Formoterol: The excretion of formoterol was studied in six healthy subjects following simultaneous administration of radiolabelled formoterol via the oral and IV routes. In that study, 62% of the drug-related radioactivity was excreted in the urine while 24% was eliminated in the faeces. The effective terminal elimination half-life of formoterol derived via population pharmacokinetic analysis was 10 hours.
Special populations: Age, gender, race/ethnicity and weight: Dose adjustments are not necessary based on the effect of age, gender or weight on the pharmacokinetic parameters of budesonide, glycopyrronium and formoterol. There were no major differences in total systemic exposure (AUC) for all compounds between healthy Japanese, Chinese and Western subjects. Insufficient pharmacokinetic data is available for other ethnicities or races.
Hepatic impairment: No pharmacokinetic studies have been performed with this medicinal product in patients with hepatic impairment. However, because both budesonide and formoterol are primarily eliminated via hepatic metabolism, an increased exposure can be expected in patients with severe liver impairment. Glycopyrronium is primarily cleared from the systemic circulation by renal excretion and hepatic impairment would therefore not be expected to affect systemic exposure.
Renal impairment: Studies evaluating the effect of renal impairment on the pharmacokinetics of budesonide, glycopyrronium and formoterol were not conducted.
The effect of renal impairment on the exposure to budesonide, glycopyrronium and formoterol for up to 24 weeks was evaluated in a population pharmacokinetic analysis.
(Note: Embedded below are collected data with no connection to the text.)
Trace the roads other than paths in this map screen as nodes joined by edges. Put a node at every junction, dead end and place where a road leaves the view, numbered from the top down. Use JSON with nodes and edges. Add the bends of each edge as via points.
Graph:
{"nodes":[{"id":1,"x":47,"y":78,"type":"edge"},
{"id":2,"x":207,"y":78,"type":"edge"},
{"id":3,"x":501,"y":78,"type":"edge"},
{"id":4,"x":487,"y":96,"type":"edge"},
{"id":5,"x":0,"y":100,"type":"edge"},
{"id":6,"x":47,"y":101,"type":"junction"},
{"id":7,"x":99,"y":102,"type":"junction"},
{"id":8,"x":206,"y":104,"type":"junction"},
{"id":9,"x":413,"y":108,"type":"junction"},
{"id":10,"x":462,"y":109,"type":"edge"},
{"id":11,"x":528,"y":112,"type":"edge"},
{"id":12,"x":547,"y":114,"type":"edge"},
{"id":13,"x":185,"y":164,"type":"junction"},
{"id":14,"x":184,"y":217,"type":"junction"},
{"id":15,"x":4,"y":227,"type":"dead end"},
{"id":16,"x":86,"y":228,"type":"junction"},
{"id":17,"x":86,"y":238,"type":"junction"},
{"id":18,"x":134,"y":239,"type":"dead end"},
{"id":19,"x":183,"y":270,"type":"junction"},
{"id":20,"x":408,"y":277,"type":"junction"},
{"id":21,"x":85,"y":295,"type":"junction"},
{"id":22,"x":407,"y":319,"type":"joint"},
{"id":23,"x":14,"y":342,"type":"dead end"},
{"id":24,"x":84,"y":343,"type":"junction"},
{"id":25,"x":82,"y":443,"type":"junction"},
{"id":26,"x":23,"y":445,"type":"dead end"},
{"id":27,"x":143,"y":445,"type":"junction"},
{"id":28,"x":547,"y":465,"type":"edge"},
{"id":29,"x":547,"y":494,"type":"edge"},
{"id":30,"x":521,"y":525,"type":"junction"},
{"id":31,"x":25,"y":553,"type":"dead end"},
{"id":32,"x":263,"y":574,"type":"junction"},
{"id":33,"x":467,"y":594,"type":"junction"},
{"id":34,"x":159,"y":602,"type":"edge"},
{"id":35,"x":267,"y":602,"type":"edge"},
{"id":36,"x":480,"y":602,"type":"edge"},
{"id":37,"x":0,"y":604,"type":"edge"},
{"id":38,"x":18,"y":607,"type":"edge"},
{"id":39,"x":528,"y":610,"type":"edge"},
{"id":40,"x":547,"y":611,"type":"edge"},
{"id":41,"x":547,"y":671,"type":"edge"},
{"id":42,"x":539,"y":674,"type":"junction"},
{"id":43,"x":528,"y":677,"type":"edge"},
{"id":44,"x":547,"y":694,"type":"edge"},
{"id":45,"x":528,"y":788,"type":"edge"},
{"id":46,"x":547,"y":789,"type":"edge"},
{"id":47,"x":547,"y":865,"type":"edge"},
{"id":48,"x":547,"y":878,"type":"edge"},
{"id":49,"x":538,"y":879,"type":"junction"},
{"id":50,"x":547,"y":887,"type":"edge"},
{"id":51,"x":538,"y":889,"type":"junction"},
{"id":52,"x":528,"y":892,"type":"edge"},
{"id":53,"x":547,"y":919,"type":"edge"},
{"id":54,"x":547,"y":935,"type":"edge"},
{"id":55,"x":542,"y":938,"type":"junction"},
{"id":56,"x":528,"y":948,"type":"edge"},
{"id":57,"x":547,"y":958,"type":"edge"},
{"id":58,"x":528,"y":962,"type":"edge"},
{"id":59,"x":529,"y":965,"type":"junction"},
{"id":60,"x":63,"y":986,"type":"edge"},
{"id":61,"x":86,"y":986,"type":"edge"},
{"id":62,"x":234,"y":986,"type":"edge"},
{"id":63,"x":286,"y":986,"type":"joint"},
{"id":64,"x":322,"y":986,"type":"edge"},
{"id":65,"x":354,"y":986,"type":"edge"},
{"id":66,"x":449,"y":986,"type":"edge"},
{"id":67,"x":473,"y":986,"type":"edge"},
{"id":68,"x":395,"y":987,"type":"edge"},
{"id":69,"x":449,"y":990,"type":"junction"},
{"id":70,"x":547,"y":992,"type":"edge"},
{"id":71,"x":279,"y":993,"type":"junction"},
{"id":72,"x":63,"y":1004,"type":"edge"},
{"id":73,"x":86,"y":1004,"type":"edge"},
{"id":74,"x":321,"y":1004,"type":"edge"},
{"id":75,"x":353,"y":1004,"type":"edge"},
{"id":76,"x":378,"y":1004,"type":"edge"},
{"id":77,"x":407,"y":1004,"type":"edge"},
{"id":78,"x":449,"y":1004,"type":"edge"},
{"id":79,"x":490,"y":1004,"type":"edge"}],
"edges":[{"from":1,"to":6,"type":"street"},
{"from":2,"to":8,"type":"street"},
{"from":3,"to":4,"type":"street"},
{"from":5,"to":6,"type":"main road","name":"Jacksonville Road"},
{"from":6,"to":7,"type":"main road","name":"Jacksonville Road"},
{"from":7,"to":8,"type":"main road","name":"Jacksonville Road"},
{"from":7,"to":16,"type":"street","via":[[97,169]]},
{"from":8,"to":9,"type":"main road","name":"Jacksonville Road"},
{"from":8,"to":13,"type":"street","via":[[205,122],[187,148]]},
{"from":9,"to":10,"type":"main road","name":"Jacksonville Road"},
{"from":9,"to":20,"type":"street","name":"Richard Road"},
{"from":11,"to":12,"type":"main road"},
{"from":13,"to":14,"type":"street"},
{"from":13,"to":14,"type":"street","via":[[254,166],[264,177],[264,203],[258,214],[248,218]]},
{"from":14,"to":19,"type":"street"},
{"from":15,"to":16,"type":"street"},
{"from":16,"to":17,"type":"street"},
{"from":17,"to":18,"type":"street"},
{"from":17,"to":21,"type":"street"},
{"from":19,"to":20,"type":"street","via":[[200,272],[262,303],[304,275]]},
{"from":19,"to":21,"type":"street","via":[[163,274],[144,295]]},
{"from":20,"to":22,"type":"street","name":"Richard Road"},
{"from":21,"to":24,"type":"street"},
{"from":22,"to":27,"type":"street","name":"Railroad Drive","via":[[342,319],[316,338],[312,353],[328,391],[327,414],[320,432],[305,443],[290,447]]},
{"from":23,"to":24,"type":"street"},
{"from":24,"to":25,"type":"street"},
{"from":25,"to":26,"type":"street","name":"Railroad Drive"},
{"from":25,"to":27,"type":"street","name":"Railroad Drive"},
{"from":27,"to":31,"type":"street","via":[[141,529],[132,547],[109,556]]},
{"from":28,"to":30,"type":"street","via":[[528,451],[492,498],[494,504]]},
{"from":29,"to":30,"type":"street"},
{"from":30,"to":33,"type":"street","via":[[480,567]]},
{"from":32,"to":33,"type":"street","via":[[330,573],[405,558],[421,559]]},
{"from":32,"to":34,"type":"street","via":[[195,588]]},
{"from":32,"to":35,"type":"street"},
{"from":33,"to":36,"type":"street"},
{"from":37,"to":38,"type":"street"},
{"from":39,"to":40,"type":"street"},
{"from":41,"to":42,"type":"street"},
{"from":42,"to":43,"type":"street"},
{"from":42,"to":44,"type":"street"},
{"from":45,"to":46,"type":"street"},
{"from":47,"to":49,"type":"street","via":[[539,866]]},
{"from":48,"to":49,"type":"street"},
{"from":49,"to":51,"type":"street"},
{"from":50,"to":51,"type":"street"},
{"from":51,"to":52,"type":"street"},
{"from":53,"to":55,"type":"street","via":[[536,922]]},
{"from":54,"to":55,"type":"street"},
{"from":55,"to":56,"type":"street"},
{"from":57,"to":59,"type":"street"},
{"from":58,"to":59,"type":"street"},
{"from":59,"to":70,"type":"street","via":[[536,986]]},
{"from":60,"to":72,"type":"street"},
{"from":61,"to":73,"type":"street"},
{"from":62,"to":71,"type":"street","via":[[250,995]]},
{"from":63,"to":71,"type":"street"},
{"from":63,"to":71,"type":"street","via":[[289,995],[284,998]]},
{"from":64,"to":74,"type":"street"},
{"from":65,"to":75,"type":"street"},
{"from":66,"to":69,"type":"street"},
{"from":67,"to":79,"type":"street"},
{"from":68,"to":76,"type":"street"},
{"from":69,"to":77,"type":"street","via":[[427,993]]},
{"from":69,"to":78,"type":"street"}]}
Estimated glomerular filtration rate (eGFR) varied from 31-192 mL/min representing a range of moderate to no renal impairment. Simulation of the systemic exposure (AUC
0-12) in subjects with COPD with moderate renal impairment (eGFR of 45 mL/min) indicates an approximate 68% increase for glycopyrronium compared to subjects with COPD with normal renal function (eGFR of >90 mL/min). Renal function was found not to affect exposure to budesonide or formoterol. Subjects with COPD with both low body weight and moderate-severe impaired renal function may have an approximate doubling of systemic exposure to glycopyrronium.
Toxicology: Preclinical safety data: Non-clinical data reveal no specific hazard for humans based on conventional studies of safety pharmacology, repeated dose toxicity, genotoxicity and carcinogenic potential.
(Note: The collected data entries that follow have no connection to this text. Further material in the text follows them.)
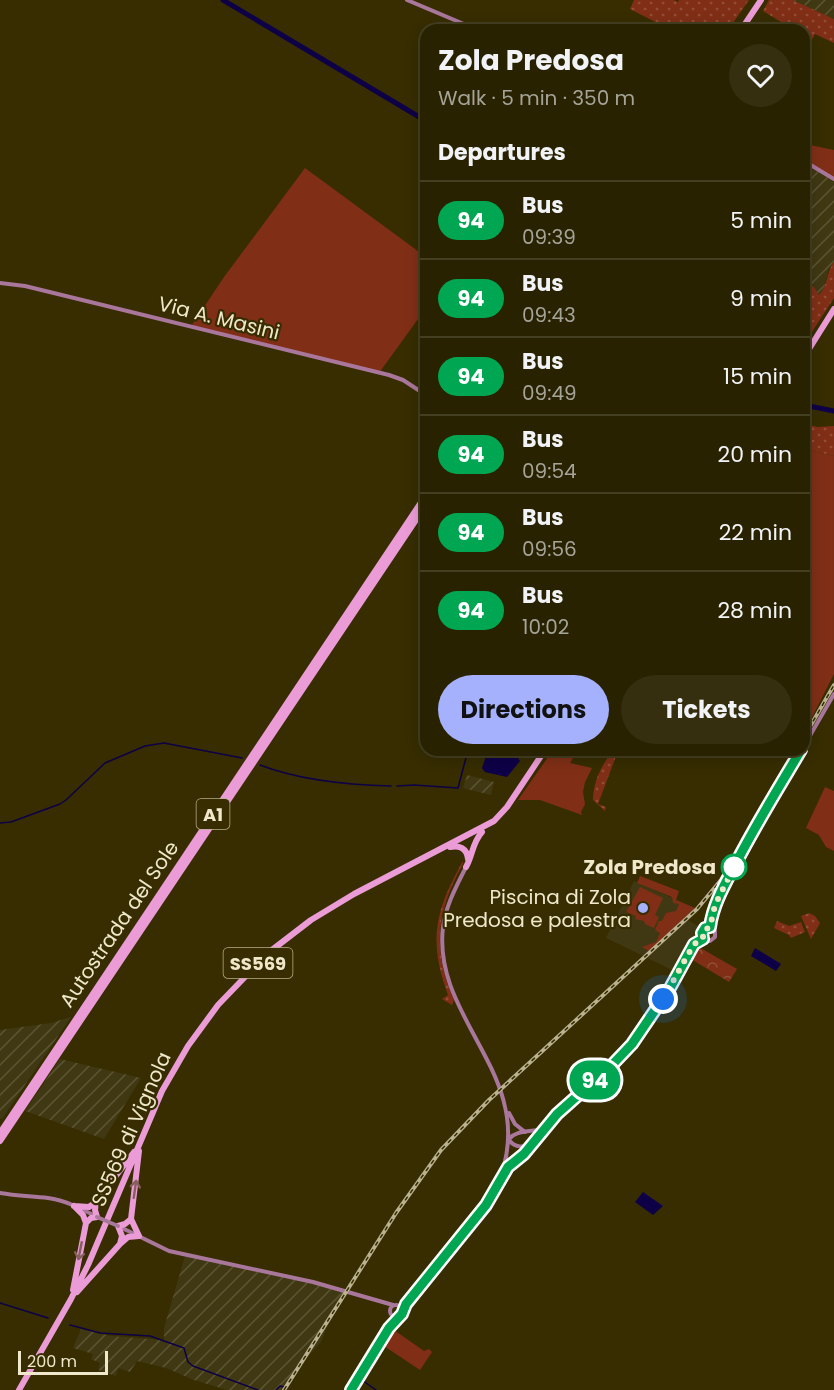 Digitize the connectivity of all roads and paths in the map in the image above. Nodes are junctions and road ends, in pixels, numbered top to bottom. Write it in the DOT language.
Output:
graph roads {
  1 [pos="407,0"];
  2 [pos="757,0"];
  3 [pos="762,0"];
  4 [pos="464,24"];
  5 [pos="740,24"];
  6 [pos="745,24"];
  7 [pos="810,165"];
  8 [pos="834,179"];
  9 [pos="0,283"];
  10 [pos="834,310"];
  11 [pos="810,348"];
  12 [pos="420,391"];
  13 [pos="420,504"];
  14 [pos="420,515"];
  15 [pos="834,694"];
  16 [pos="810,735"];
  17 [pos="542,756"];
  18 [pos="797,756"];
  19 [pos="486,827"];
  20 [pos="443,848"];
  21 [pos="466,867"];
  22 [pos="710,927"];
  23 [pos="703,939"];
  24 [pos="506,1105"];
  25 [pos="544,1128"];
  26 [pos="526,1132"];
  27 [pos="0,1133"];
  28 [pos="509,1140"];
  29 [pos="0,1141"];
  30 [pos="533,1142"];
  31 [pos="140,1145"];
  32 [pos="500,1178"];
  33 [pos="0,1193"];
  34 [pos="96,1202"];
  35 [pos="74,1206"];
  36 [pos="97,1217"];
  37 [pos="131,1218"];
  38 [pos="86,1223"];
  39 [pos="118,1227"];
  40 [pos="139,1236"];
  41 [pos="120,1245"];
  42 [pos="71,1299"];
  43 [pos="410,1300"];
  44 [pos="382,1303"];
  45 [pos="393,1305"];
  46 [pos="399,1305"];
  47 [pos="403,1311"];
  48 [pos="391,1313"];
  49 [pos="397,1317"];
  50 [pos="389,1328"];
  51 [pos="19,1390"];
  52 [pos="351,1390"];
  1 -- 4 [label="main road"];
  2 -- 5 [label="highway"];
  3 -- 6 [label="highway"];
  7 -- 8 [label="main road"];
  9 -- 12 [label="main road, Via A. Masini"];
  10 -- 11 [label="highway"];
  13 -- 27 [label="highway, Autostrada del Sole / A1"];
  14 -- 29 [label="highway, Autostrada del Sole / A1"];
  15 -- 16 [label="main road"];
  17 -- 19 [label="highway, SS569 di Vignola / SS569"];
  18 -- 22 [label="main road"];
  19 -- 20 [label="highway, SS569 di Vignola / SS569"];
  19 -- 21 [label="highway, SS569"];
  20 -- 21 [label="highway"];
  20 -- 31 [label="highway, SS569 di Vignola / SS569"];
  21 -- 24 [label="main road"];
  22 -- 23 [label="main road"];
  22 -- 23 [label="main road"];
  23 -- 25 [label="main road"];
  24 -- 26 [label="main road"];
  24 -- 28 [label="main road"];
  25 -- 26 [label="main road"];
  25 -- 30 [label="main road"];
  26 -- 28 [label="main road"];
  28 -- 30 [label="main road"];
  28 -- 32 [label="main road"];
  30 -- 32 [label="main road"];
  31 -- 34 [label="highway, SS569"];
  37 -- 31 [label="highway, SS569, one-way"];
  31 -- 42 [label="highway, SS569 di Vignola / SS569"];
  32 -- 43 [label="main road"];
  33 -- 35 [label="main road"];
  34 -- 35 [label="highway"];
  34 -- 36 [label="highway"];
  35 -- 36 [label="main road"];
  35 -- 38 [label="highway"];
  36 -- 38 [label="highway"];
  36 -- 39 [label="main road, bridge"];
  37 -- 39 [label="highway"];
  37 -- 40 [label="highway"];
  38 -- 42 [label="highway, SS569, one-way"];
  39 -- 40 [label="main road"];
  39 -- 41 [label="highway"];
  40 -- 41 [label="highway, SS569"];
  40 -- 44 [label="main road"];
  41 -- 42 [label="highway, SS569"];
  42 -- 51 [label="highway, SS569 di Vignola / SS569"];
  43 -- 46 [label="main road"];
  43 -- 47 [label="main road"];
  44 -- 45 [label="main road"];
  44 -- 48 [label="main road"];
  45 -- 46 [label="main road"];
  45 -- 48 [label="main road"];
  46 -- 47 [label="main road"];
  47 -- 49 [label="main road"];
  48 -- 49 [label="main road"];
  48 -- 50 [label="main road"];
  49 -- 50 [label="main road"];
  50 -- 52 [label="main road"];
}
No studies have been conducted with the combination of budesonide, glycopyrronium and formoterol in respect of genotoxicity, carcinogenic potential and toxicity to reproduction and development.
In animal reproduction studies, glucocorticosteroids such as budesonide have been shown to induce malformations (cleft palate, skeletal malformations). However, these animal experimental results are not relevant in humans at the recommended doses (see Use in Pregnancy & Lactation). Budesonide demonstrated no tumourigenic potential in mice. In rats, an increased incidence of hepatocellular tumours was observed, considered to be a class effect in rats from long-term exposure to corticosteroids.
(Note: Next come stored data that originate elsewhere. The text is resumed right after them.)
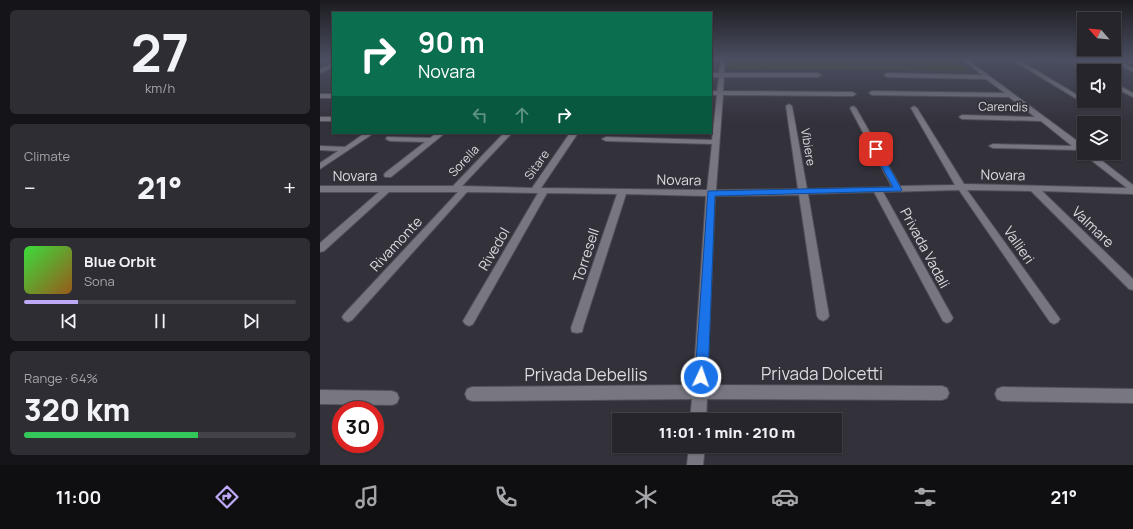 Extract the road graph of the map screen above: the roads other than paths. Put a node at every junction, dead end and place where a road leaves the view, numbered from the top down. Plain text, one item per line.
1 (721, 81) edge
2 (992, 81) edge
3 (1050, 81) edge
4 (1121, 89) edge
5 (712, 93) edge
6 (720, 93) junction
7 (872, 93) dead end
8 (853, 94) dead end
9 (1011, 95) junction
10 (1133, 95) edge
11 (320, 96) edge
12 (332, 96) edge
13 (1077, 97) edge
14 (789, 106) dead end
15 (853, 108) dead end
16 (914, 108) dead end
17 (715, 115) edge
18 (962, 117) dead end
19 (320, 119) edge
20 (332, 119) edge
21 (1043, 119) junction
22 (369, 134) edge
23 (440, 134) edge
24 (507, 134) edge
25 (573, 134) edge
26 (390, 139) dead end
27 (606, 139) dead end
28 (432, 140) junction
29 (716, 142) junction
30 (1077, 145) edge
31 (993, 146) dead end
32 (320, 148) edge
33 (347, 149) junction
34 (1077, 150) edge
35 (1096, 160) edge
36 (320, 167) edge
37 (388, 175) dead end
38 (961, 187) junction
39 (1033, 188) junction
40 (320, 189) edge
41 (460, 189) junction
42 (386, 190) junction
43 (898, 190) junction
44 (1133, 190) edge
45 (539, 191) junction
46 (878, 191) junction
47 (622, 192) junction
48 (802, 192) junction
49 (711, 193) junction
50 (320, 250) edge
51 (1133, 286) edge
52 (823, 316) dead end
53 (348, 317) dead end
54 (947, 318) dead end
55 (1054, 320) dead end
56 (469, 321) dead end
57 (577, 328) dead end
58 (700, 392) junction
59 (942, 393) dead end
60 (472, 394) dead end
61 (1002, 394) dead end
62 (1133, 396) edge
63 (320, 397) edge
64 (392, 398) dead end
65 (698, 413) edge
66 (696, 453) edge
67 (695, 465) edge

1 - 6 street
2 - 9 street
3 - 13 street
4 - 10 street
5 - 6 street
6 - 8 street
6 - 17 street
7 - 9 street
9 - 21 street
11 - 12 street
14 - 48 street, Vibiere
15 - 43 street
16 - 38 street, Vallieri
17 - 29 street
18 - 21 street, Carendis
19 - 20 street
21 - 30 street
22 - 33 street
23 - 28 street
24 - 41 street, Sorella
25 - 45 street, Sitare
26 - 28 street
27 - 29 street
28 - 37 street
29 - 49 street
31 - 34 street
32 - 33 street
33 - 36 street
35 - 44 street
38 - 39 street, Novara
38 - 43 street, Novara
38 - 55 street, Vallieri
39 - 44 street, Novara
39 - 51 street, Valmare
40 - 42 street, Novara
41 - 42 street, Novara
41 - 45 street, Novara
41 - 53 street, Rivamonte
42 - 50 street
43 - 46 street, Novara
45 - 47 street, Novara
45 - 56 street, Rivedol
46 - 48 street, Novara
46 - 54 street, Privada Vadali
47 - 49 street, Novara
47 - 57 street, Torresell
48 - 49 street, Novara
48 - 52 street, Vibiere
49 - 58 street
58 - 59 street, Privada Dolcetti
58 - 60 street, Privada Debellis
58 - 65 street
61 - 62 street
63 - 64 street
66 - 67 street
Animal reproduction studies with formoterol have shown a slightly reduced fertility in male rats at high systemic exposure and implantation losses, as well as decreased early postnatal survival and birth weight at considerably higher systemic exposures than those reached during clinical use. A slight increase in the incidence of uterine leiomyomas has been observed in rats and mice treated with formoterol; an effect which is considered to be a class effect in rodents after long-term exposure to high doses of β
2-adrenoreceptor agonists.
Animal reproduction studies with glycopyrronium have shown reduced rat and rabbit foetal weights, and low body weight gain of rat offspring before weaning at considerably higher systemic exposure than those reached during clinical use. No evidence of carcinogenicity was seen in rats and mice.